# Work required
Search the records below for "Cultura"; copy each line that has it.

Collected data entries
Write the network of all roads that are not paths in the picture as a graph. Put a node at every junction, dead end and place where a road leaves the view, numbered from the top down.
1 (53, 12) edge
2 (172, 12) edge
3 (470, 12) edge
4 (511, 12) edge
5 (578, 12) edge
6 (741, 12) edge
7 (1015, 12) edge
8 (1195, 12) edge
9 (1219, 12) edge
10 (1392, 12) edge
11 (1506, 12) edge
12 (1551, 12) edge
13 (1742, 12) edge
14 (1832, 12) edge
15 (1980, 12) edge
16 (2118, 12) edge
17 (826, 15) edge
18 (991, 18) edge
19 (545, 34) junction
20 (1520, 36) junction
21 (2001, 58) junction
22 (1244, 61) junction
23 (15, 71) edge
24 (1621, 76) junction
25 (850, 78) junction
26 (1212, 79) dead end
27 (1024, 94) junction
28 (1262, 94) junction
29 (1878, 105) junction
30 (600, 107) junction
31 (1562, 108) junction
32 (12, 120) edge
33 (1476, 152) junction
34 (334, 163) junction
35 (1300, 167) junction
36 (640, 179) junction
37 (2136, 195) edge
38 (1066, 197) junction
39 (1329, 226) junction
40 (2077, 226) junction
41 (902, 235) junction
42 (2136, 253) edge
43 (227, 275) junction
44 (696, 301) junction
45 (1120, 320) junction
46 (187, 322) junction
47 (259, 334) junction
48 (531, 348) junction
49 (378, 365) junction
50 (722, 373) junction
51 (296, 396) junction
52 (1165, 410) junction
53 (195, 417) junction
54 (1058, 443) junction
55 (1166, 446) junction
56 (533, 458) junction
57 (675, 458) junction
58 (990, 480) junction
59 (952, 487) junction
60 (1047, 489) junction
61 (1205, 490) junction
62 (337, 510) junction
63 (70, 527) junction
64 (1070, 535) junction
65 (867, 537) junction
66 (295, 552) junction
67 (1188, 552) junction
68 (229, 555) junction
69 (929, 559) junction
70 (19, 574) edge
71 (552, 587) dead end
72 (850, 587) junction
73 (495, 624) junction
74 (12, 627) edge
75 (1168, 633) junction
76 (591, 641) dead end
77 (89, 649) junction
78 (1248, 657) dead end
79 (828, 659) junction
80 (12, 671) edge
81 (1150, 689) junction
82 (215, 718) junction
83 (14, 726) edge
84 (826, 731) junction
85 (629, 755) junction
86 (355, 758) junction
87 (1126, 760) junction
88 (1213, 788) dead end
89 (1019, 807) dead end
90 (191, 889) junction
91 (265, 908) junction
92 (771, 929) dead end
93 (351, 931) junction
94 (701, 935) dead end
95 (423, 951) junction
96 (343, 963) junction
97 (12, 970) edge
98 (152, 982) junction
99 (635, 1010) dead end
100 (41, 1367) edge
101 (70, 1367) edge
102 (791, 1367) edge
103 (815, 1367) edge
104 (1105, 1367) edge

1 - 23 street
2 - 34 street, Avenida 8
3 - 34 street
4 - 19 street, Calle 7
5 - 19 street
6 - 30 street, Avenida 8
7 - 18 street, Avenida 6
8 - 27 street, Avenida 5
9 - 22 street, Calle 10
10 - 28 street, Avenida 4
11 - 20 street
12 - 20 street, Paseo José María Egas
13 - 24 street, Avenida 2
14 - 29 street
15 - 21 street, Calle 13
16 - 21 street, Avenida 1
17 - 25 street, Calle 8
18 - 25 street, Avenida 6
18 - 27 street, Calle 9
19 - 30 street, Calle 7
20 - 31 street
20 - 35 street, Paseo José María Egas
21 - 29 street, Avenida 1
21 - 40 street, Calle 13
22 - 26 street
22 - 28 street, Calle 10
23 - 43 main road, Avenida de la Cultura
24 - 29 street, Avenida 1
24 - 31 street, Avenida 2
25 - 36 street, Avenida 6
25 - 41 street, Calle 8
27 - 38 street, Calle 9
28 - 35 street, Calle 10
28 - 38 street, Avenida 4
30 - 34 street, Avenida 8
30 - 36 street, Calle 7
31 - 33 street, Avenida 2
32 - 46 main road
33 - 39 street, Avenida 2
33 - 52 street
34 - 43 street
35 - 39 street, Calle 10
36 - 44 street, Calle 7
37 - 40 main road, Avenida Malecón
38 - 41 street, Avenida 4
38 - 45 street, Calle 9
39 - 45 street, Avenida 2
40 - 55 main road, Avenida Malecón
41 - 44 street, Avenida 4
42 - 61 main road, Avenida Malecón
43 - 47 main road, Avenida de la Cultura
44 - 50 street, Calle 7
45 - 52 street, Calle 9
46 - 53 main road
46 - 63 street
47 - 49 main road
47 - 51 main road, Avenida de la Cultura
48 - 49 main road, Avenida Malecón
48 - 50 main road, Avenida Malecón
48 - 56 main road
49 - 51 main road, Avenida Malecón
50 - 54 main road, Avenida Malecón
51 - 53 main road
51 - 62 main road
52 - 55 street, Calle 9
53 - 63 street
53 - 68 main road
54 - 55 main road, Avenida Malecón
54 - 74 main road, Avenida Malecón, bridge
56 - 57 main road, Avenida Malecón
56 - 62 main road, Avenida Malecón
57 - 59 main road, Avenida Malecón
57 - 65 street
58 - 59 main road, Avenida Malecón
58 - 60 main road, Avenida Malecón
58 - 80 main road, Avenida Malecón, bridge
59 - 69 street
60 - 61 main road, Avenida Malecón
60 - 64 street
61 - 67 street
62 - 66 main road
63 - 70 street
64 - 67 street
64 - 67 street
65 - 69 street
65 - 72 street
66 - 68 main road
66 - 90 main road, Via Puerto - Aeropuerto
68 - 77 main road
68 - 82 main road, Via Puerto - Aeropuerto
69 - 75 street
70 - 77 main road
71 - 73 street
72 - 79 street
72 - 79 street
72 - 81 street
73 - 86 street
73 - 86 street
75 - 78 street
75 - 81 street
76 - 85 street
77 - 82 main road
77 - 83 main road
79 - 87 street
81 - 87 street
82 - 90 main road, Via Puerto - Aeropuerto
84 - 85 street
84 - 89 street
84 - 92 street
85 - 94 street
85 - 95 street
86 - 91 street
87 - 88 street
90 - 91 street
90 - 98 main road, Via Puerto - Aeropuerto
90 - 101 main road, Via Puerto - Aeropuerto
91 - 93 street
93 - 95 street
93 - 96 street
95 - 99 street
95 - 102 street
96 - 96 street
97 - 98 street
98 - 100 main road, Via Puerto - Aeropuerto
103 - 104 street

---

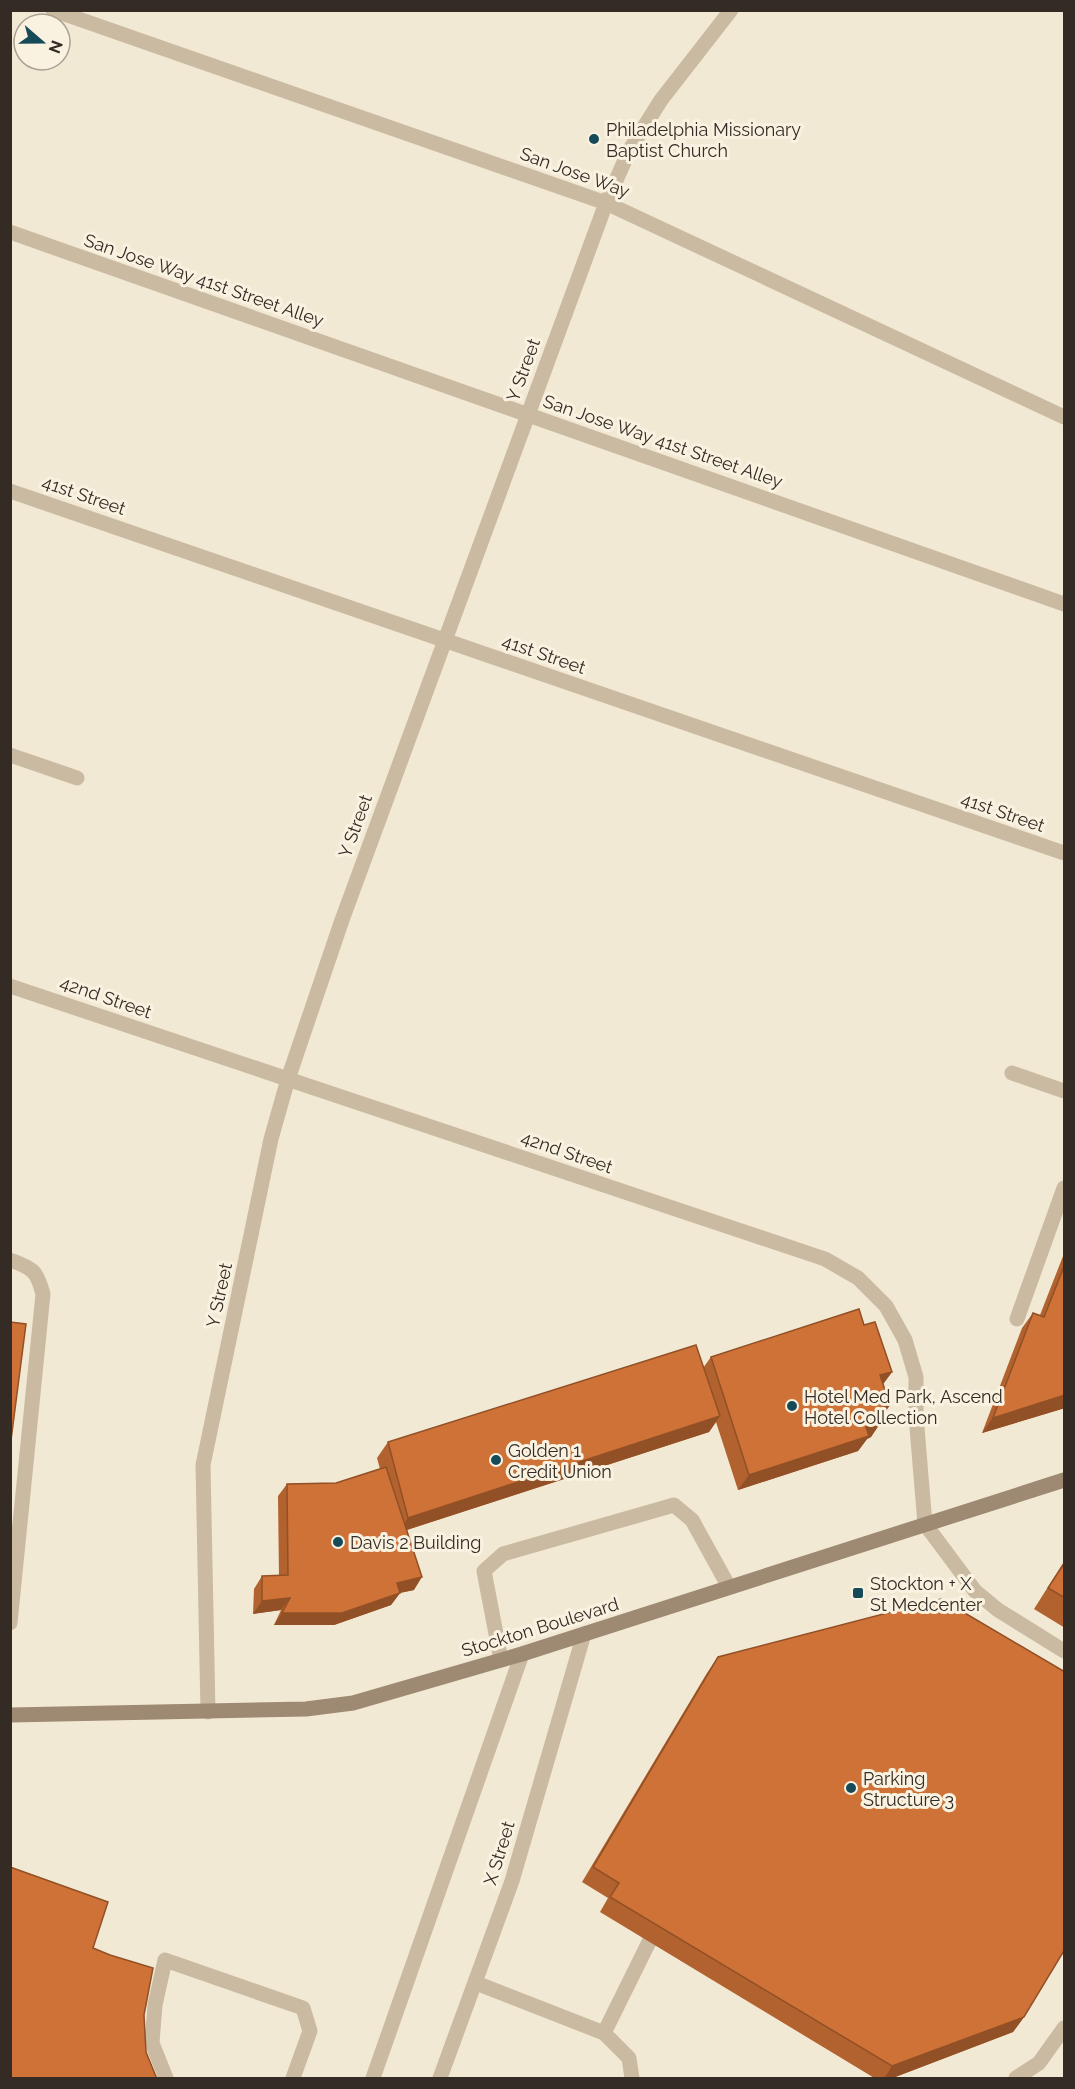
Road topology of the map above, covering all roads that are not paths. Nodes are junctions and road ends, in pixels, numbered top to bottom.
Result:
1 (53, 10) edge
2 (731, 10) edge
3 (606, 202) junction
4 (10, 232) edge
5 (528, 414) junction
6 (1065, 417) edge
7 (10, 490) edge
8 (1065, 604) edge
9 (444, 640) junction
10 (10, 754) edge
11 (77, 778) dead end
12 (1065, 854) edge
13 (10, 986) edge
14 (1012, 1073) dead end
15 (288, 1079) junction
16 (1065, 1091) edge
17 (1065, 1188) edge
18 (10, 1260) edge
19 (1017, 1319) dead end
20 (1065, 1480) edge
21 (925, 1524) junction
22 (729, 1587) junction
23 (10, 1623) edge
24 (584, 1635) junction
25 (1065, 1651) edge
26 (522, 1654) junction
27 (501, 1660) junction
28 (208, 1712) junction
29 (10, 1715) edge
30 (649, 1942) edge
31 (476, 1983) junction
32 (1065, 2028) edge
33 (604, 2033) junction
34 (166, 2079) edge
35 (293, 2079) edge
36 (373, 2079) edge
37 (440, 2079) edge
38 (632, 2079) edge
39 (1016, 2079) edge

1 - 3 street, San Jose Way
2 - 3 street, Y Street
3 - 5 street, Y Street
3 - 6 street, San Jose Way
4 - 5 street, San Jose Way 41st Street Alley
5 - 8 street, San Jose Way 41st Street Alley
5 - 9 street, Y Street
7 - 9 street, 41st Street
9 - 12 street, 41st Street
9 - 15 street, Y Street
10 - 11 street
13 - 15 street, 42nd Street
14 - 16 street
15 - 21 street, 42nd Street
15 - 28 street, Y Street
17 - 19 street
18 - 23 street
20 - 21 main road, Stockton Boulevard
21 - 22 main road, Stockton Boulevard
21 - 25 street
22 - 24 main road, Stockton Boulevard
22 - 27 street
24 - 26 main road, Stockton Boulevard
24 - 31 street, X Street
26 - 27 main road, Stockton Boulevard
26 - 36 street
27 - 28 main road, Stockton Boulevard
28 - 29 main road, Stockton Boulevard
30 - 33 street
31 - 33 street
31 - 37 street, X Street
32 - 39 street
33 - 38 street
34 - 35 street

# Your response
23 - 43 main road, Avenida de la Cultura
43 - 47 main road, Avenida de la Cultura
47 - 51 main road, Avenida de la Cultura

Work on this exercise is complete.